It depends on how many cores you have. If you have only 2 cores (cpu, processors, hyperthreads, you know what i mean), then OpenMP cannot give such a tremendous increase in performance, but will help. The maximum gain you can have is divide your time by the number of processors so it will still take 100 - 150 ms per frame.
The equation is
parallel time = (([total time to perform a task] - [code that cannot be parallelized]) / [number of cpus]) + [code that cannot be parallelized]

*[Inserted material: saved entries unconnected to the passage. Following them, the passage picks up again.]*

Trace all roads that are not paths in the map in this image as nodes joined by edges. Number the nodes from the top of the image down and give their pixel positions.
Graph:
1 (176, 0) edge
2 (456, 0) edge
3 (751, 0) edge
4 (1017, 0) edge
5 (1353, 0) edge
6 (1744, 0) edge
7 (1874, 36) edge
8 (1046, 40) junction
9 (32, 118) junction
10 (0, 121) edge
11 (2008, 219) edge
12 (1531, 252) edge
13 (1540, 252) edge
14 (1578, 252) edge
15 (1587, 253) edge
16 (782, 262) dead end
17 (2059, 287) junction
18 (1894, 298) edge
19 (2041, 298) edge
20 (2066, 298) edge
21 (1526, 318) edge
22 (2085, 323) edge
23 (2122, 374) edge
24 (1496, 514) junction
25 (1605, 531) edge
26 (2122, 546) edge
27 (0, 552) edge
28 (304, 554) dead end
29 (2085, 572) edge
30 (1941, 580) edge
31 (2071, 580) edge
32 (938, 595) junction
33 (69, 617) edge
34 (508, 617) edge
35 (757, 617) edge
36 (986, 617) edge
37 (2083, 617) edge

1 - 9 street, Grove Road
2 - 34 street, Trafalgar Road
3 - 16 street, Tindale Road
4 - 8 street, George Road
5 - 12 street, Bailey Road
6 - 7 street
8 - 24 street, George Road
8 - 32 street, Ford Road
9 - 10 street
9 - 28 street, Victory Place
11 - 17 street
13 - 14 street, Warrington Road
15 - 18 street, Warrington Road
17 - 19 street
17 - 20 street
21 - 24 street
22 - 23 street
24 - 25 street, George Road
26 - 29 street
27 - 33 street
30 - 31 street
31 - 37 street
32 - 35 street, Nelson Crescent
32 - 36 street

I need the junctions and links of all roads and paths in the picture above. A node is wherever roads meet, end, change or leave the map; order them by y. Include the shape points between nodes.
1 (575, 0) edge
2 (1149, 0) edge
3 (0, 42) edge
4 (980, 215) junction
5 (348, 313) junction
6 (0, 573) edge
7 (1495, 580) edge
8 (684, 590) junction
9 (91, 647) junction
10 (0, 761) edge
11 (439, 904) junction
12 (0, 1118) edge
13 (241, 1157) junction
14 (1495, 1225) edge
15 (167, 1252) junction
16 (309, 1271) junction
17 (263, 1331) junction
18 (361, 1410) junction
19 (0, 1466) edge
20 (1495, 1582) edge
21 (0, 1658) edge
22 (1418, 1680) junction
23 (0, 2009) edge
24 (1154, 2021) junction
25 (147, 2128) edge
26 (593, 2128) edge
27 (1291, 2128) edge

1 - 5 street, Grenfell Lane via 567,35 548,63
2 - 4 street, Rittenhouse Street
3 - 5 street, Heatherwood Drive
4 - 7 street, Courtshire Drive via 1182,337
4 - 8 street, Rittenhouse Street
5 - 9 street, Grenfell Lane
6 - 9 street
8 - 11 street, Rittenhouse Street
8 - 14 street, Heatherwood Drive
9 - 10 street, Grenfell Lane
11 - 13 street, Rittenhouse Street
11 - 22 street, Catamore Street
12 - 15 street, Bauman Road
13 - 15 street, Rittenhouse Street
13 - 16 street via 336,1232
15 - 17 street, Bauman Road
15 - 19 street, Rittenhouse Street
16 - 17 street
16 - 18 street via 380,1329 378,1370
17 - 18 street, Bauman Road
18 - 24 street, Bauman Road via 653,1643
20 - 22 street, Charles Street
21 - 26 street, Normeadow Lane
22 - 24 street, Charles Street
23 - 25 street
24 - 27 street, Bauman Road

Basically, OpenMP rocks at parallel loops processing. Its rather easy to use
#pragma omp parallel for
for (i = 0; i < N; i++)
a[i] = 2 * i;
and bang, your for is parallelized. It does not work for every case, not every algorithm can be parallelized this way but many can be rewritten (hacked) to be compatible. The key principle is Single Instruction, Multiple Data (SIMD), applying the same convolution code to multiple pixels for example.
But simply applying this cookbook receipe goes against the rules of optimization.
1-Benchmark your code
2-Find the REAL bottlenecks with "scientific" evidence (numbers) instead of simply guessing where you think there is a bottleneck
3-If it is really processing loops, then OpenMP is for you
Maybe simple optimizations on your existing code can give better results, who knows?
Another road would be to run opengl in a thread and data processing on another thread. This will help a lot if opengl or your particle rendering system takes a lot of power, but remember that threading can lead to other kind of synchronization bottlenecks.